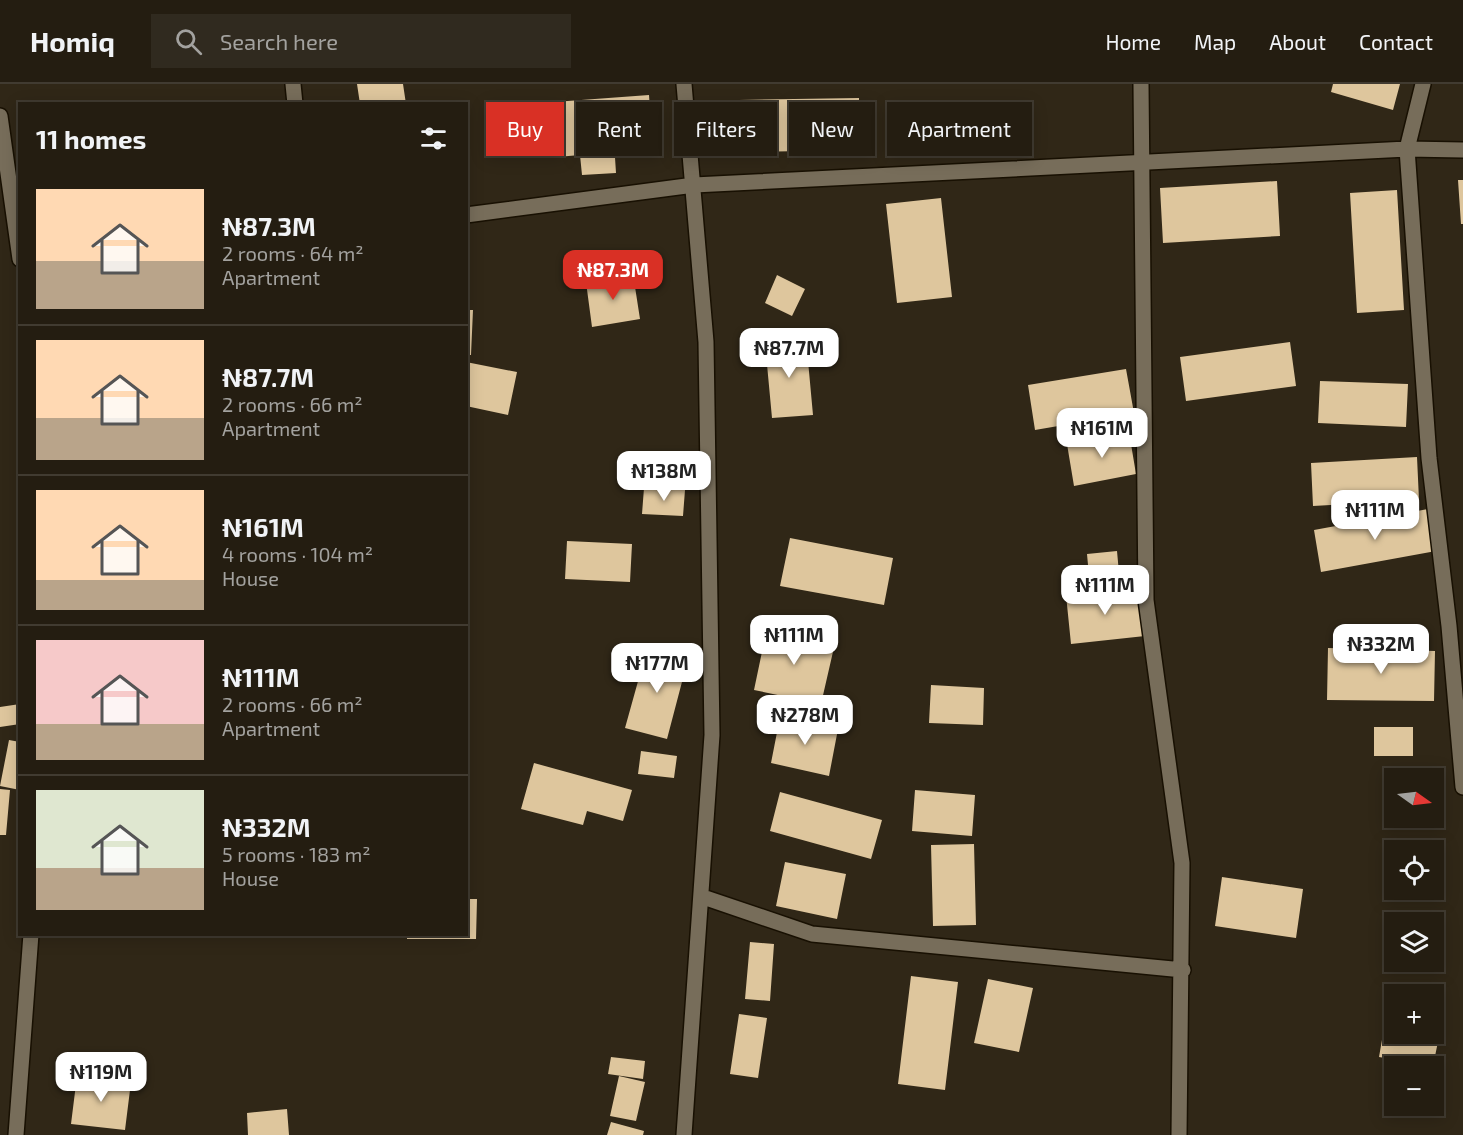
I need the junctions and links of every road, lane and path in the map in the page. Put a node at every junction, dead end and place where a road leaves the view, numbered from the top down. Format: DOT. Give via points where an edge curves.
graph roads {
  1 [pos="292,84"];
  2 [pos="684,84"];
  3 [pos="1141,84"];
  4 [pos="1424,84"];
  5 [pos="295,102"];
  6 [pos="0,116"];
  7 [pos="1407,149"];
  8 [pos="1463,150"];
  9 [pos="1140,162"];
  10 [pos="694,185"];
  11 [pos="468,215"];
  12 [pos="18,245"];
  13 [pos="1463,787"];
  14 [pos="703,897"];
  15 [pos="31,936"];
  16 [pos="1183,970"];
  17 [pos="16,1135"];
  18 [pos="684,1135"];
  19 [pos="1179,1135"];
  1 -- 5 [label="street"];
  2 -- 10 [label="street"];
  3 -- 9 [label="street"];
  4 -- 7 [label="street"];
  6 -- 12 [label="street"];
  7 -- 8 [label="street"];
  7 -- 9 [label="street"];
  7 -- 13 [label="street" via="1430,458"];
  9 -- 10 [label="street"];
  9 -- 16 [label="street" via="1146,600 1182,863"];
  10 -- 11 [label="street"];
  10 -- 14 [label="street" via="706,342 712,735"];
  14 -- 16 [label="street" via="812,934"];
  14 -- 18 [label="street"];
  15 -- 17 [label="street"];
  16 -- 19 [label="street"];
}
####
EXERCISE DESCRIPTION. Retype all the entries exactly; drop the pictures.

ANSWER.
I need the junctions and links of every road, lane and path in the map in the page. Put a node at every junction, dead end and place where a road leaves the view, numbered from the top down. Format: DOT. Give via points where an edge curves.
graph roads {
  1 [pos="292,84"];
  2 [pos="684,84"];
  3 [pos="1141,84"];
  4 [pos="1424,84"];
  5 [pos="295,102"];
  6 [pos="0,116"];
  7 [pos="1407,149"];
  8 [pos="1463,150"];
  9 [pos="1140,162"];
  10 [pos="694,185"];
  11 [pos="468,215"];
  12 [pos="18,245"];
  13 [pos="1463,787"];
  14 [pos="703,897"];
  15 [pos="31,936"];
  16 [pos="1183,970"];
  17 [pos="16,1135"];
  18 [pos="684,1135"];
  19 [pos="1179,1135"];
  1 -- 5 [label="street"];
  2 -- 10 [label="street"];
  3 -- 9 [label="street"];
  4 -- 7 [label="street"];
  6 -- 12 [label="street"];
  7 -- 8 [label="street"];
  7 -- 9 [label="street"];
  7 -- 13 [label="street" via="1430,458"];
  9 -- 10 [label="street"];
  9 -- 16 [label="street" via="1146,600 1182,863"];
  10 -- 11 [label="street"];
  10 -- 14 [label="street" via="706,342 712,735"];
  14 -- 16 [label="street" via="812,934"];
  14 -- 18 [label="street"];
  15 -- 17 [label="street"];
  16 -- 19 [label="street"];
}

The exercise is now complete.